Canadian Environmental Network blind-sided by elimination of core funding
The Canadian Environmental Network is reeling from the elimination of its core funding by Environment Canada, and last week the Canadian Environmental Assessment Agency told the Committee on the Environment and Sustainable Development that it’s bracing for a 43 per cent cut to its budget for 2012-2013. Green Party leader Elizabeth May (Saanich-Gulf Islands, B.C.) says the government is waging war on the environment.
The Canadian Environmental Network, which has facilitated communication between the federal government and community-based environmental groups for over three decades, was notified that it would lose its core federal funding of $547,000 next year.
Established in 1977 as the Canadian Environmental Advisory Council, the network has provided Environment Canada and other federal agencies with community-level environmental input for 34 years. This two-way street of communications between the federal government and the network’s 640-member organizations from across Canada is now expected to close its eleven regional offices next year.

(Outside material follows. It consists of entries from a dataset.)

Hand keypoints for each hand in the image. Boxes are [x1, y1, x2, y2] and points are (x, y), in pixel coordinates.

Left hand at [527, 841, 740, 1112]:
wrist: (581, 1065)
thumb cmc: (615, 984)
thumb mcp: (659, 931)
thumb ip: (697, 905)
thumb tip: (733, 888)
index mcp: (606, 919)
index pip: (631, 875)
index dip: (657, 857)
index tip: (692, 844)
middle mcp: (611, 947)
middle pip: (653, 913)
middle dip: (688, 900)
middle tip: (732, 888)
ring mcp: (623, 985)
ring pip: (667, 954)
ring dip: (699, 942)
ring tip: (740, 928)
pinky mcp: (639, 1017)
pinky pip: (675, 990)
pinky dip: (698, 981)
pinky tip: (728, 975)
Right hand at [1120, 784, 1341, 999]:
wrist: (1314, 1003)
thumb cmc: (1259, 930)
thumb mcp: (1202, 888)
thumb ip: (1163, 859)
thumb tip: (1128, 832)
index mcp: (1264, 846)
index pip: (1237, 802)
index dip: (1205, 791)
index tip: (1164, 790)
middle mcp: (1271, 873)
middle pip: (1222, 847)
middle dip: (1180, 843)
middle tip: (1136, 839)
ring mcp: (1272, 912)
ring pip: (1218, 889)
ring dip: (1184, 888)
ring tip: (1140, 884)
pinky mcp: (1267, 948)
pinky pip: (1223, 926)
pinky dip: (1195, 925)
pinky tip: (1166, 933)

CEN chair Olivier Kolmel told The Hill Times that in May the network was assured in writing that its partnership with the federal government would continue, but over the summer there was a freeze in communications between the network’s directorate and senior officials at Environment Canada. On Oct. 13, CEN was notified that its funding for next year would not be renewed.

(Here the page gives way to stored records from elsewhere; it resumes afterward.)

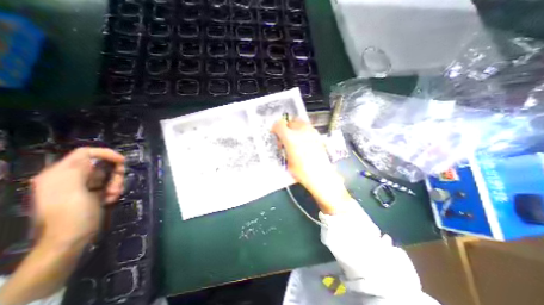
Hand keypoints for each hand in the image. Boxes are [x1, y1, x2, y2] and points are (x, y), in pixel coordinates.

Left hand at [0, 147, 123, 304]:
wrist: (70, 239)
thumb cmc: (72, 214)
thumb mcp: (72, 190)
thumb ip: (79, 169)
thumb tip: (94, 156)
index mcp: (61, 173)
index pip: (85, 153)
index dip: (106, 154)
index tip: (122, 161)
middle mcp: (71, 177)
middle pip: (101, 165)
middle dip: (114, 174)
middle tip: (116, 186)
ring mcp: (82, 186)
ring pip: (108, 175)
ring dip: (115, 184)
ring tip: (112, 196)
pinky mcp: (92, 193)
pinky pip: (109, 185)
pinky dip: (113, 190)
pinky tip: (110, 199)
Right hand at [272, 118, 352, 214]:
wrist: (321, 175)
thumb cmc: (302, 172)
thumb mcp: (287, 161)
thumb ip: (284, 148)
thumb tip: (283, 144)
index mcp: (290, 138)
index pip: (279, 124)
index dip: (275, 128)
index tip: (275, 133)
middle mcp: (301, 131)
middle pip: (290, 121)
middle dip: (286, 127)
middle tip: (285, 137)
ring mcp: (311, 132)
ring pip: (300, 122)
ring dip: (295, 127)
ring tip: (294, 138)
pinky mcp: (318, 136)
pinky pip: (308, 128)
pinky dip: (303, 131)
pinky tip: (304, 141)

Mr. Kolmel questioned the government’s motives for sending mixed signals on the CEN’s future funding. “Why did they come to us several months later, cutting us without warning? For such a long partnership and an important institution to Canadians, there should still be a transitional period allowed for such an organization to move to some kind of financial independence by diversifying funding sources. It’s a question of respect,” he said.
Over the course of its history, the network worked with the federal government on a number of key environmental initiatives, including the development of the Canadian Environmental Protection Act and Brian Mulroney’s Green Plan, which brought environmental issues into the federal spotlight. The network, which coordinates communication between the federal government and some 630,000 environmentally concerned Canadians, has also provided consultation for a number of federal departments with environmental responsibilities, including Fisheries and Oceans, Transport Canada and Health Canada.

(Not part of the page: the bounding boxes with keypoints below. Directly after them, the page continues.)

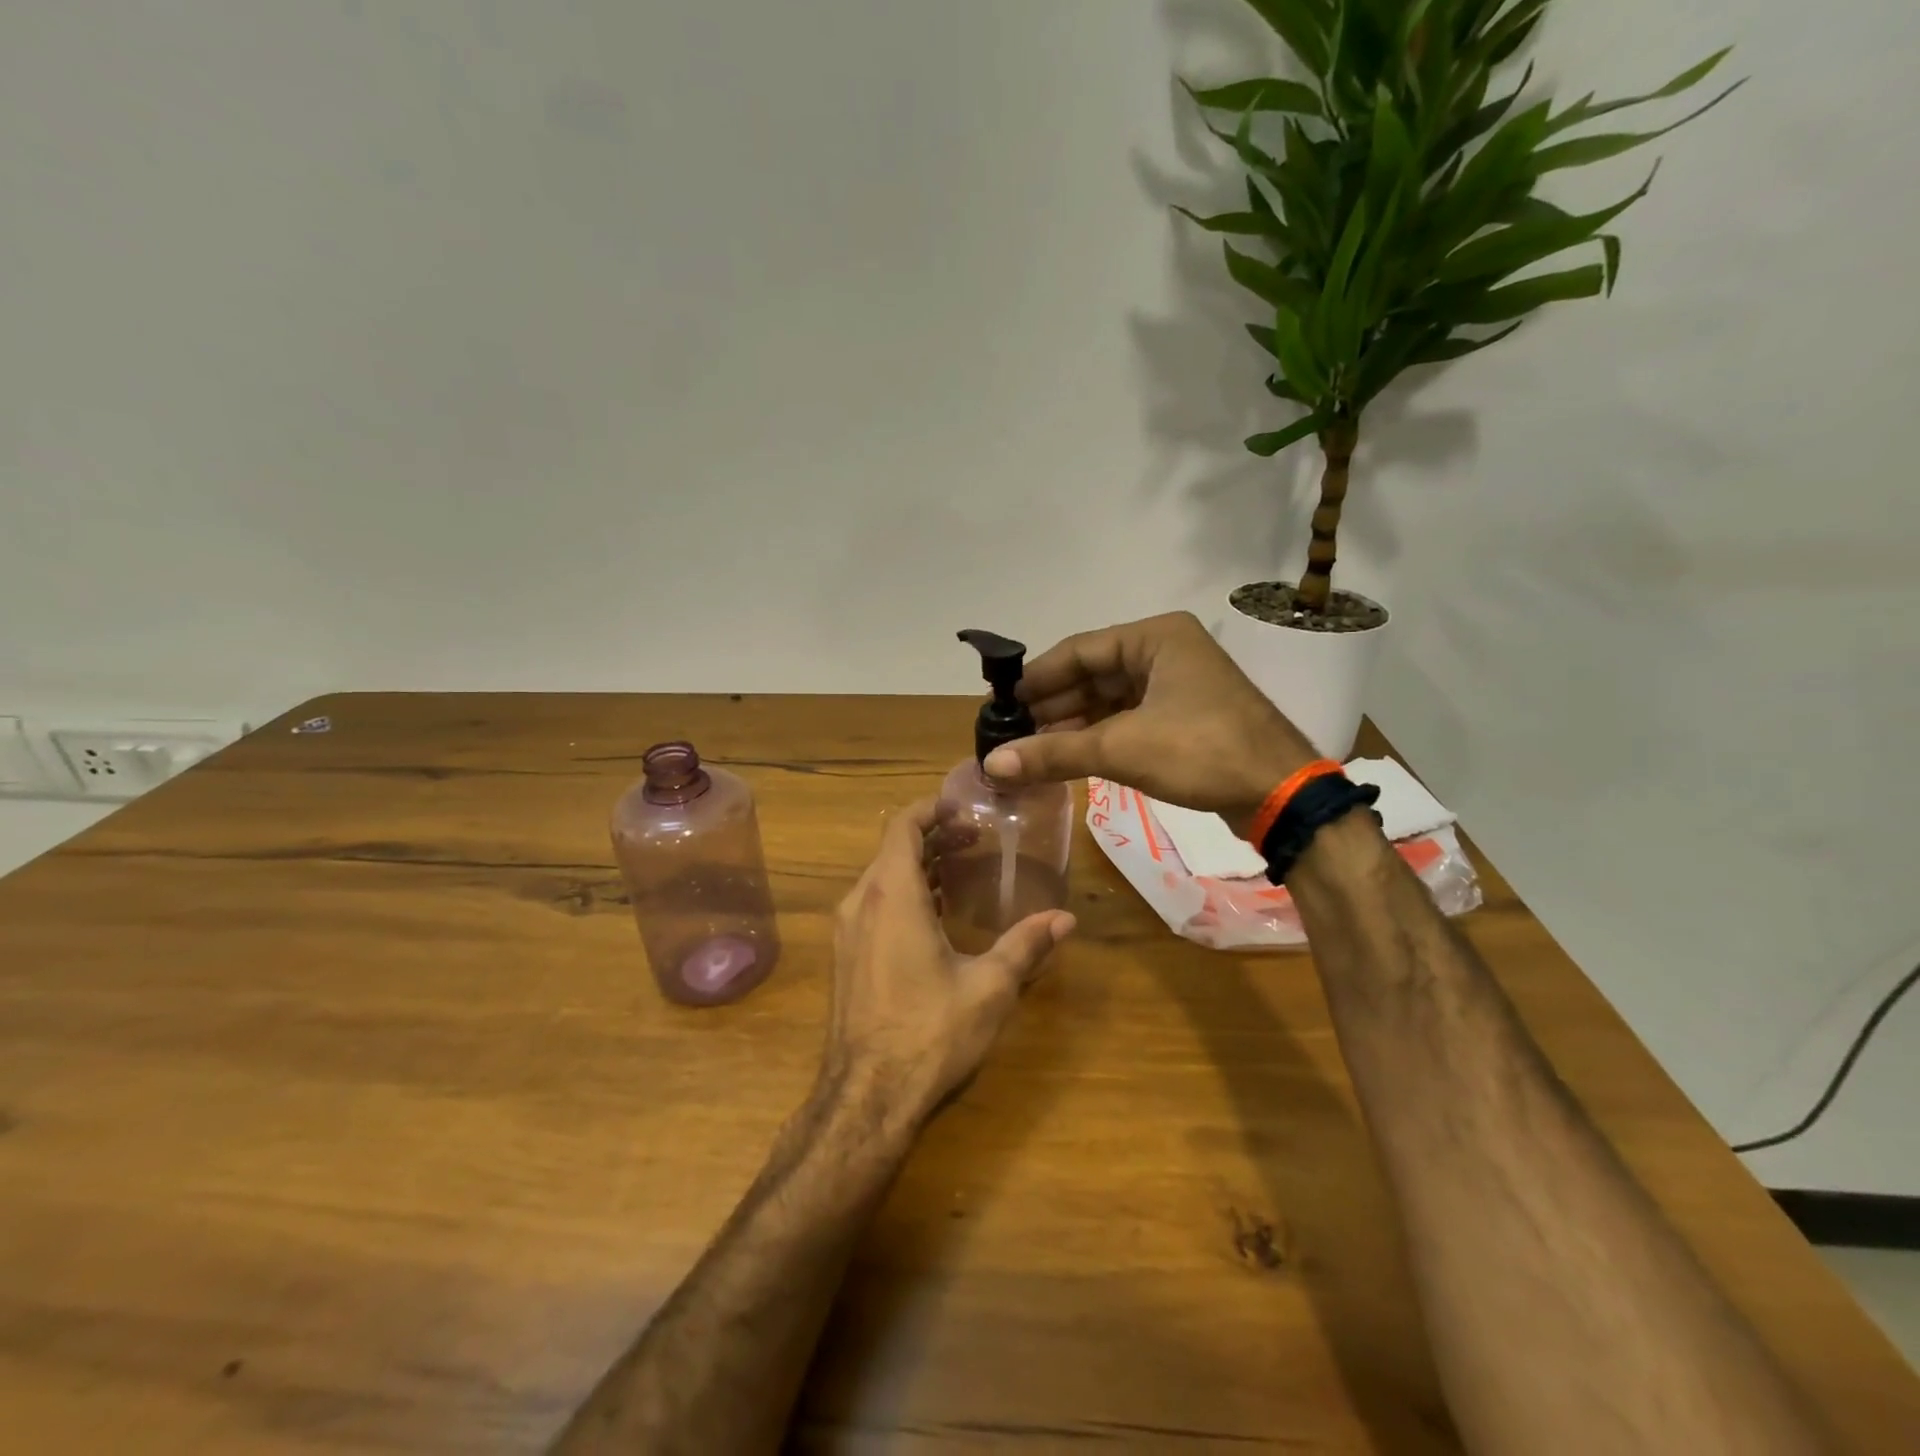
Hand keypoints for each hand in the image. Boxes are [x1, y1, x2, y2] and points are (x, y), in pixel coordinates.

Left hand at [822, 799, 1074, 1130]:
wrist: (866, 1097)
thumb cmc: (929, 1033)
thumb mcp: (988, 988)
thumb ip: (1026, 946)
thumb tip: (1066, 919)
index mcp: (892, 895)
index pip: (904, 826)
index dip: (932, 809)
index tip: (965, 808)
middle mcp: (861, 902)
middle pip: (893, 849)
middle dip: (934, 837)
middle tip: (976, 840)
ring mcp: (847, 931)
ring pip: (881, 878)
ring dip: (919, 867)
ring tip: (962, 870)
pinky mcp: (845, 956)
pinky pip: (873, 905)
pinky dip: (904, 894)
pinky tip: (936, 915)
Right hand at [982, 611, 1316, 832]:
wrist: (1280, 794)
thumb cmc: (1200, 752)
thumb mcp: (1121, 749)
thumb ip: (1053, 754)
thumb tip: (991, 765)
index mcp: (1155, 637)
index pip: (1079, 650)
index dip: (1037, 678)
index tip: (1002, 703)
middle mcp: (1166, 651)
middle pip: (1094, 674)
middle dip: (1053, 706)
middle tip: (1012, 732)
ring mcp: (1179, 684)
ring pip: (1111, 699)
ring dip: (1073, 725)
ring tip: (1032, 749)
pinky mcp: (1186, 716)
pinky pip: (1130, 718)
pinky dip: (1099, 736)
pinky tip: (1069, 756)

“Democratically and financially it’s a loss for the government,” Mr. Kolmel stated.
Environment Canada spokesperson Melissa Lantsman said that Environment Canada decided to end its contribution agreement with the network as part of a “rigorous process” focused on “responsible spending and sound management of tax dollars.”
Ms. Lantsman said that Environment Canada intends to replace the network’s function direct “web-based consultation.”
“The department already has a number of web pages dedicated to public participation and consultation,” Ms. Lantsman wrote in an email to The Hill Times. “The intent is to expand on these to not only provide comments on discussion papers, but to invite stakeholders to submit ideas or policy solutions on the government’s environmental priorities.”
The subject of federal cuts to environmental research and consultation resurfaced again last week in an Oct. 20 meeting of the House Standing Committee on the Environment and Sustainable Development, which is currently reviewing the Canadian Environmental Assessment Act.
Canadian Environmental Assessment Agency president Elaine Feldman told the committee that $13-million worth of agency funding was due to sunset in 2012-2013, which would lead to the elimination of 80 positions—33 per cent of the CEAA’s work force. Included in that funding is a program for aboriginal consultation on the environmental impacts of industrial projects.
Conservative MP and committee member James Lunney (Nanaimo-Alberni, B.C.), asked Ms. Feldman if the funds due to expire are related to assessments of completed federal infrastructure projects that were part of stimulus spending.
“We have a whole bunch of projects that are approaching completion, an unprecedented number of projects right across the country. Hopefully we’ll be going back to a more normal level, which will require a lower level of functioning. Is that correct?” Mr. Lunney asked Ms. Feldman.
“I don’t think so. What I’m told is there is up to $500-billion of potential new investment in Canadian natural resource projects in the coming years,” Ms. Feldman responded. “If that’s the right figure, then the agency is going to be very busy.”
Ms. May said that the slow and steady elimination of environmental programs and services is happening outside of the public eye.
“They come on a daily basis,” Ms. May said of the cuts, adding ozone monitoring and climate adaptation research to a list of federal initiatives that have been targeted for savings. “When the losses come on a daily basis and fail to get traction in terms of front page news, we’re losing a tremendous amount without a whimper, because Canadians don’t know how bad it is.”
The Green Party leader also echoed Sierra Club Director John Bennett’s statement that “Disrupting communications is the first thing you do when you go to war,” in reference to the elimination of the CEN’s core funding.
“When you consider that for 34 years through different governments we’ve maintained a functioning Canadian Environmental Network with government funding, it’s not something that can be replaced with an online consultation process,” said Ms. May, who recalled working with the CEN on acid rain when she was a environmental policy advisor to the Mulroney government. Ms. May said that she will continue to work to bring Canadians’ attention to the government’s “pattern of behaviour that is driven by a war against the environment.”